(506f) Towards Understanding Plasma-Assisted Catalytic Enhancement of Ammonia Synthesis over Supported Metal Catalysts | AIChE

(506f) Towards Understanding Plasma-Assisted Catalytic Enhancement of Ammonia Synthesis over Supported Metal Catalysts

Authors 

Barboun, P. - Presenter, University of Notre Dame
Hicks, J., University of Notre Dame
Mehta, P., University of Notre Dame
Go, D., University of Notre Dame
Schneider, W., University of Notre Dame
Herrera, F., University of Notre Dame
Non-thermal, plasma-assisted catalysis is an emerging method of driving difficult chemical transformations at mild conditions relative to the thermal reaction.1 Synergistic interactions between the plasma and solid catalysts have been used to enhance reaction rates for the conversion of highly stable gases such as carbon dioxide, methane, and nitrogen.2 Plasma-assisted catalytic ammonia synthesis at atmospheric pressure, in particular, has been demonstrated repeatedly; however, investigations of the mechanism have been largely speculative to date.

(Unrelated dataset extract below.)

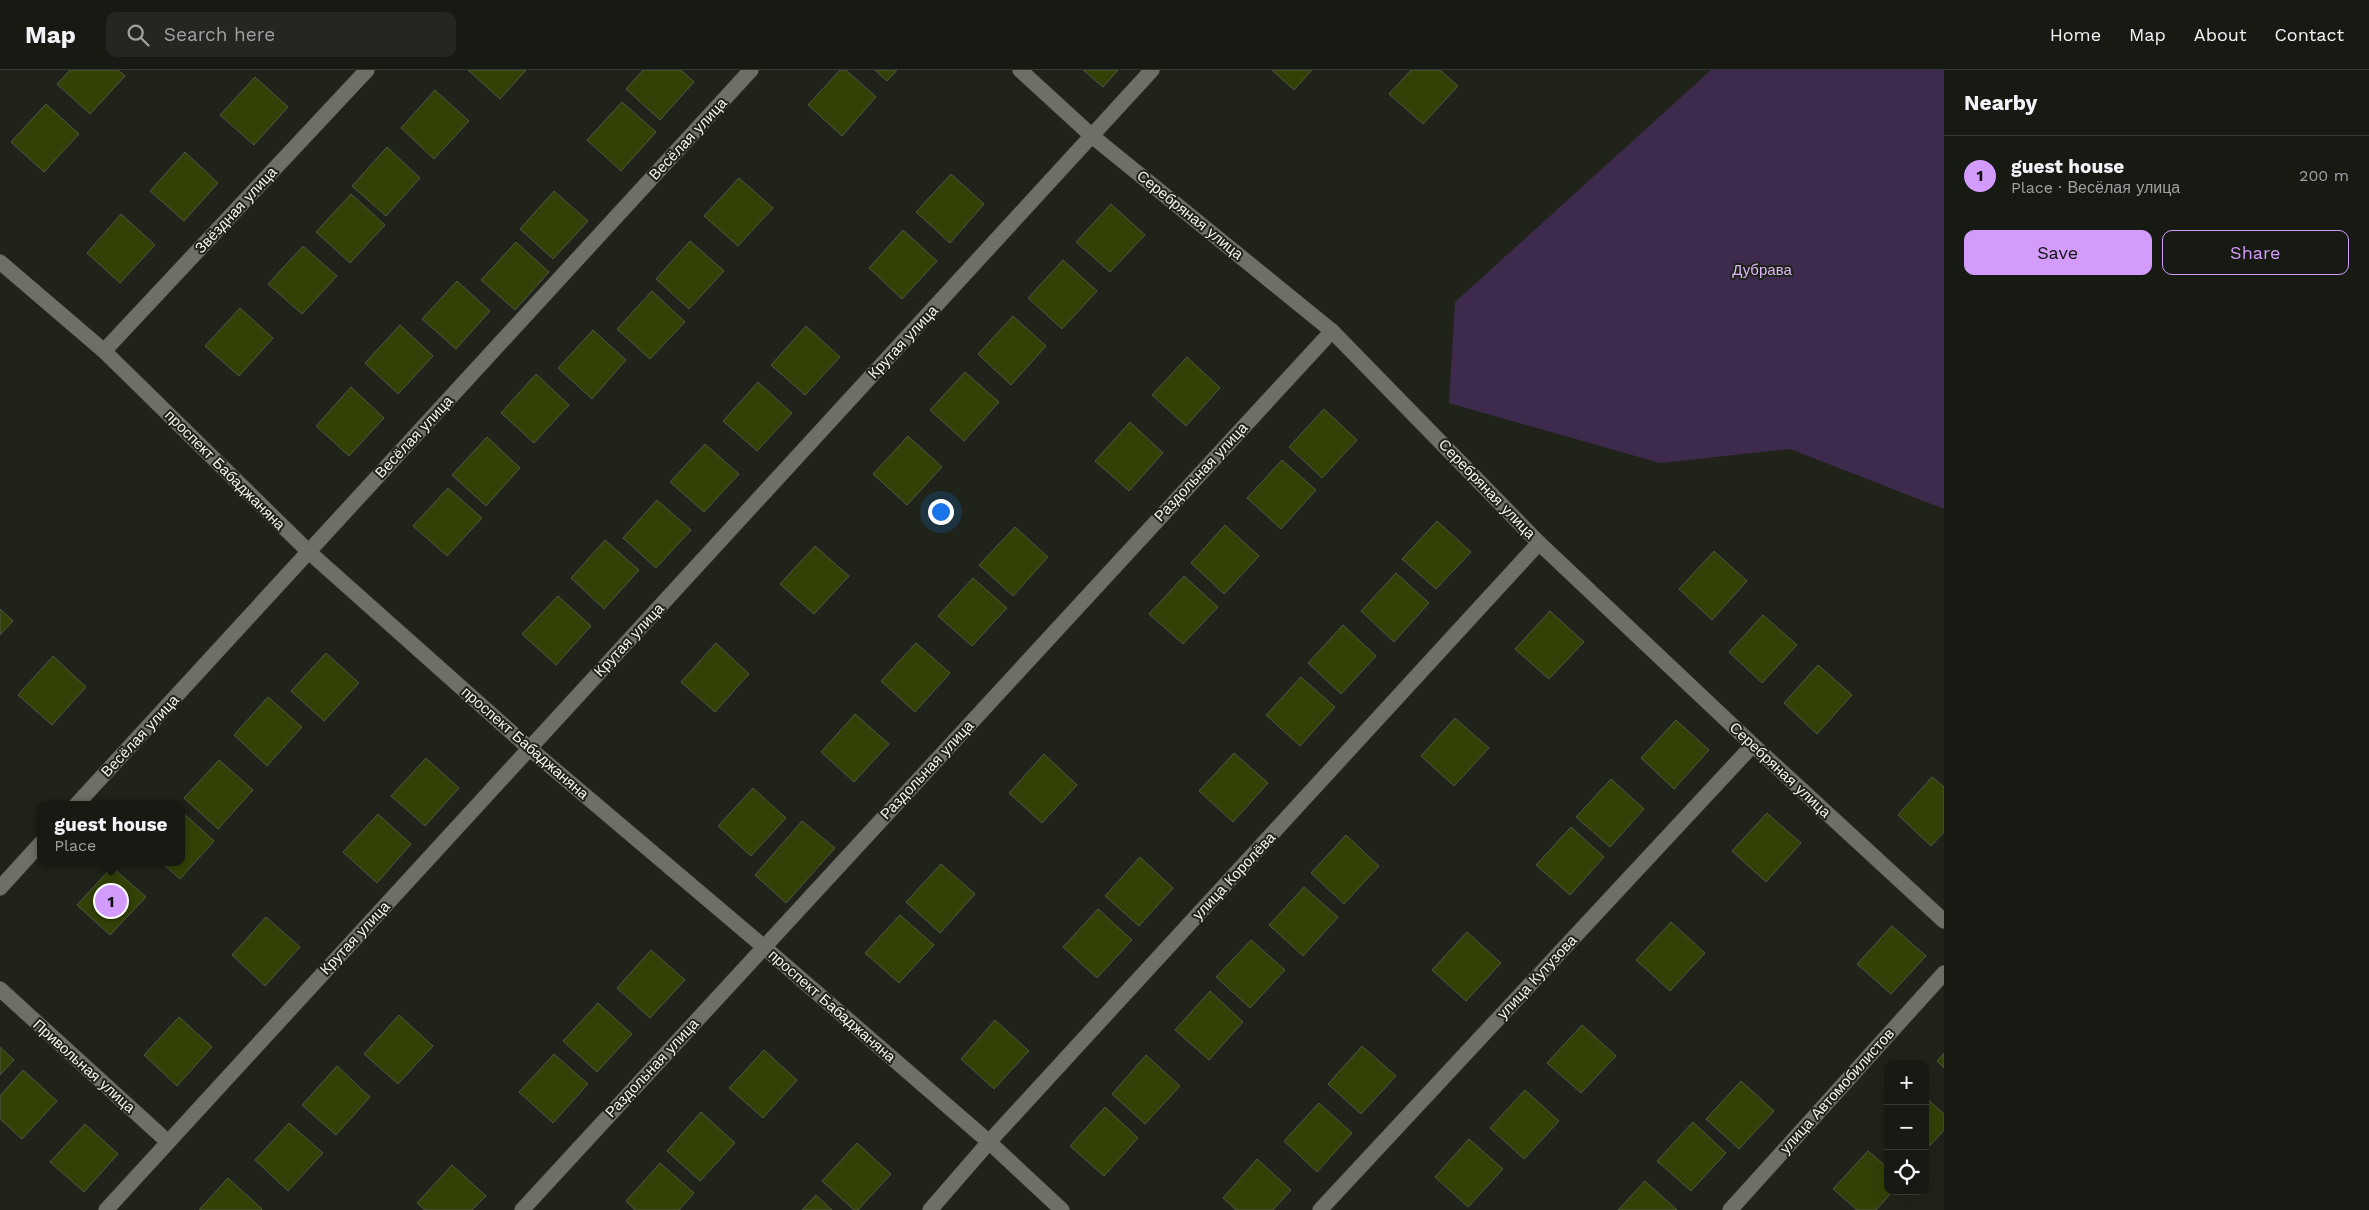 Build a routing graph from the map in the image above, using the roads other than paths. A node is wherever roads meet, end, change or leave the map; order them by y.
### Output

In this presentation, we will present evidence that the plasma facilitates low pressure ammonia synthesis by activating nitrogen and hydrogen in the gas phase, leading to enhanced adsorption of these reactants on the surface. Kinetic evaluation of the system over different metal catalysts reveals unexpected activity trends for catalysts subjected to the plasma environment. We show that nitrogen activation is the critical step in driving plasma-assisted ammonia synthesis in a dielectric barrier discharge. These results are further supported by temperature programmed reactions and in situ surface characterization. To further interrogate these systems, experiments evaluating the effects of reaction temperature and plasma properties on this system are presented. From these experiments, heating is shown to have a small impact on catalytic activity, while tuning discharge power controls both plasma phase and catalytic ammonia production rates.4 Lastly, we will discuss the proposed pathway by which non-thermal plasma enables low temperature ammonia synthesis, and we will showcase appropriate methodologies to investigate interactions between the plasma and catalyst.

(1) Neyts, E. C.; Ostrikov, K.; Sunkara, M. K.; Bogaerts, A. Chem. Rev. 2015, 115 (24)

(2) Mehta, P.; Barboun, P.; Go, D. B.; Hicks, J. C.; Schneider, W. F. ACS Energy Lett. 2019 5, (4)

(3) Mehta, P.; Barboun, P.; Herrera, F. A.; Kim, J.; Rumbach, P.; Go, D. B.; Hicks, J. C.; Schneider, W. F. Nat. Catal. 2018, No. 4.

(4) Barboun, P. Mehta, P. Herrera, F.A. Go, D.B. Schneider, W.F. Hicks, J.C. ACS Sus Chem & Eng, 2019 (Under Review)